3. Stabilise and Paint Back
One approach to solving a moving shot is to stabilize the image, fix it, and then invert the stabilization. If a wire is moving relative to the background, this approach can be very effective. Once the background is stable, the artist can paint back to a previous frame where the line or wire isn’t seen. So unlike painting back to a still as in the patch version discussed previously, the artist paints back to moving clip offset in space to the foreground. This ‘moving reveal’ can be slightly noticeable when done at this stage but when the original camera motion is reintroduced it can seem flawless.
Problems arise with motion blur. A stablised image still has the blur contained inside that frame from any original camera movement. If this is offset in time – the foreground may have a different camera motion blur than the offset clip below at any point in time. Reveling the ‘offset background’ will then revel the wrong amount of blur, which can be a problem.
4. Roto Clone Tools/Source Nodes
To solve the problems in approach one (manual painting), there are faster computer-assisted approaches to cloning and painting. A common approach is to create an accurate matte of the wire or rig via rotoscoping. This matte is used to cut a hole in the iamage. To fill the hole, the same frame is slid or shifted to reaveal a part of the frame that is wire-free. In flame this is done by using source nodes, which move the matte or foreground independently of each other. There are many similar approaches available in other applications.
The reason this approach works so well is that it matches motion blur or light changes since each frame draws from the same frame for the fix. It can be thought of as a dynamically updating patch approach. The disadvantage is the issue with sharp edge transitions. Since the entire wire matte region is replaced with the same scale patch, what works on camera right may not align camera left or vice versa. This means that some shots work amazingly well, but a very similar shot with different structural solid lines at a differents angle may produce very poor results.

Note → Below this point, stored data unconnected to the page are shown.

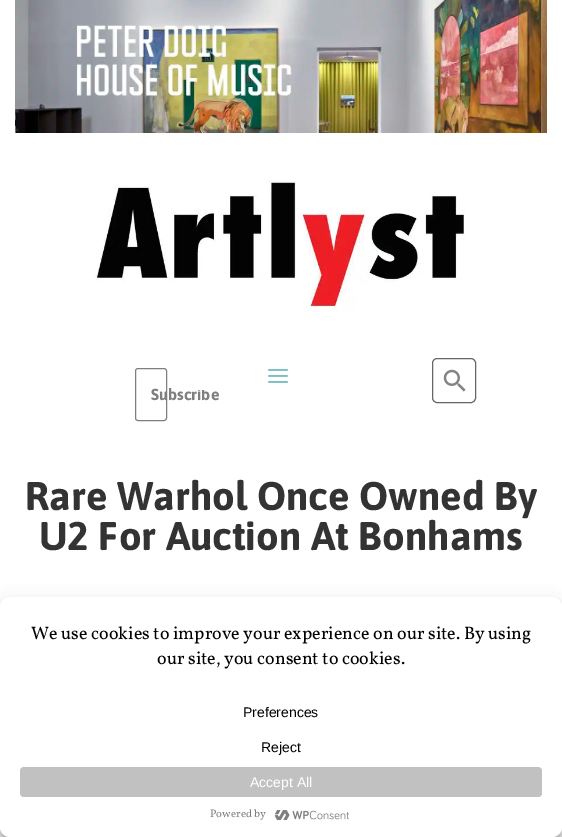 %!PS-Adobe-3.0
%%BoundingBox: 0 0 562 837
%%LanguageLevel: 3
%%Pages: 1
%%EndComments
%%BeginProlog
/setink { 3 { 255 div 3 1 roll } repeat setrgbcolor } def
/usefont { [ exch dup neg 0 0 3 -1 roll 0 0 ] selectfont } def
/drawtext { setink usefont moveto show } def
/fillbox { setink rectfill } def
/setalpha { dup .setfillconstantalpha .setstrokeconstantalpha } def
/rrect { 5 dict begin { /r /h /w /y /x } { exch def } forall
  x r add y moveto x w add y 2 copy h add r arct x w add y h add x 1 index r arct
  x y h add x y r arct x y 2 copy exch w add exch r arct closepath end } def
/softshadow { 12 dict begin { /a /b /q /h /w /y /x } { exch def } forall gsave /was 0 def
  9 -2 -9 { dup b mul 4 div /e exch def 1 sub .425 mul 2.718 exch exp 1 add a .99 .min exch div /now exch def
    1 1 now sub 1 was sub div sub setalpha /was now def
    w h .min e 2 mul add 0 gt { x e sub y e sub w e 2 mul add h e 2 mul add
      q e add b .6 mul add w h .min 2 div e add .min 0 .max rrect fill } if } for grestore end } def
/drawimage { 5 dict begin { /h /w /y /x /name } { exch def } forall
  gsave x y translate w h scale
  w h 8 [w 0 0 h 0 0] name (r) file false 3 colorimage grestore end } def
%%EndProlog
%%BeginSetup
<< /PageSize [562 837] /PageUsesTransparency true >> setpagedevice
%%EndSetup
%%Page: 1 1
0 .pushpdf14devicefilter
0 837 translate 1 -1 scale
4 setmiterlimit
0 0 562 837 255 255 255 fillbox
(assets/img1.rgb) 15 0 532 133 drawimage
(assets/img2.rgb) 95 181 370 130 drawimage
127 127 127 setink
135.5 368.5 31 52 2.5 rrect stroke
(Subscribe) 151 400 /Asap-Bold 16 127 127 127 drawtext
198 387 7 3 255 255 255 fillbox
(assets/img3.rgb) 268 368 20 15 drawimage
102 102 102 setink
432.5 358.5 43 44 4.5 rrect stroke
(assets/img4.rgb) 443 369 23 23 drawimage
(Rare Warhol Once Owned By) 25 510 /Asap-Bold 40 51 51 51 drawtext
(U2 For Auction At Bonhams) 39 550 /Asap-Bold 40 51 51 51 drawtext
0 0 0 setink
0 603 562 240 10 3 0.23 softshadow
0 607 562 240 10 10 0.19 softshadow
255 255 255 setink
0 597 562 240 10 rrect fill
(We use cookies to improve your experience on our site. By using) 31 639 /Vollkorn-Regular 18 0 0 0 drawtext
(our site, you consent to cookies.) 157 664 /Vollkorn-Regular 18 0 0 0 drawtext
(Preferences) 243 717 /LiberationSans-Regular 14 0 0 0 drawtext
(Reject) 261 752 /LiberationSans-Regular 14 0 0 0 drawtext
193 193 193 setink
20 767 522 30 4 rrect fill
(Accept All) 250 787 /LiberationSans-Regular 14 255 255 255 drawtext
(Powered by) 210 817 /Vollkorn-Regular 11 127 127 127 drawtext
(assets/img5.rgb) 274 810 75 11 drawimage
.poppdf14devicefilter showpage
%%EOF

5. Automated Tools: Matador to Furnace
Matador
This early paint product had specialized roto, paint and wire removal. Matador was originally developed by British developer Parralax, and was acquired by Avid along with Parralax’s compositing application Illusion. Available only on the SGI platform and priced around $15,000, Matador was one of the first digital rotoscoping tools which gained a wide acceptance in the film post production pipeline. Matador started as a tool made for editing still images, so many of the tools used for motion work were not well thought out. Matador provides excellent matte creation tools including b-splines, motion tracking, and a full set of painting and cloning tools, with full 16bit/channel support. Avid stopped development of Matador in the late 90’s.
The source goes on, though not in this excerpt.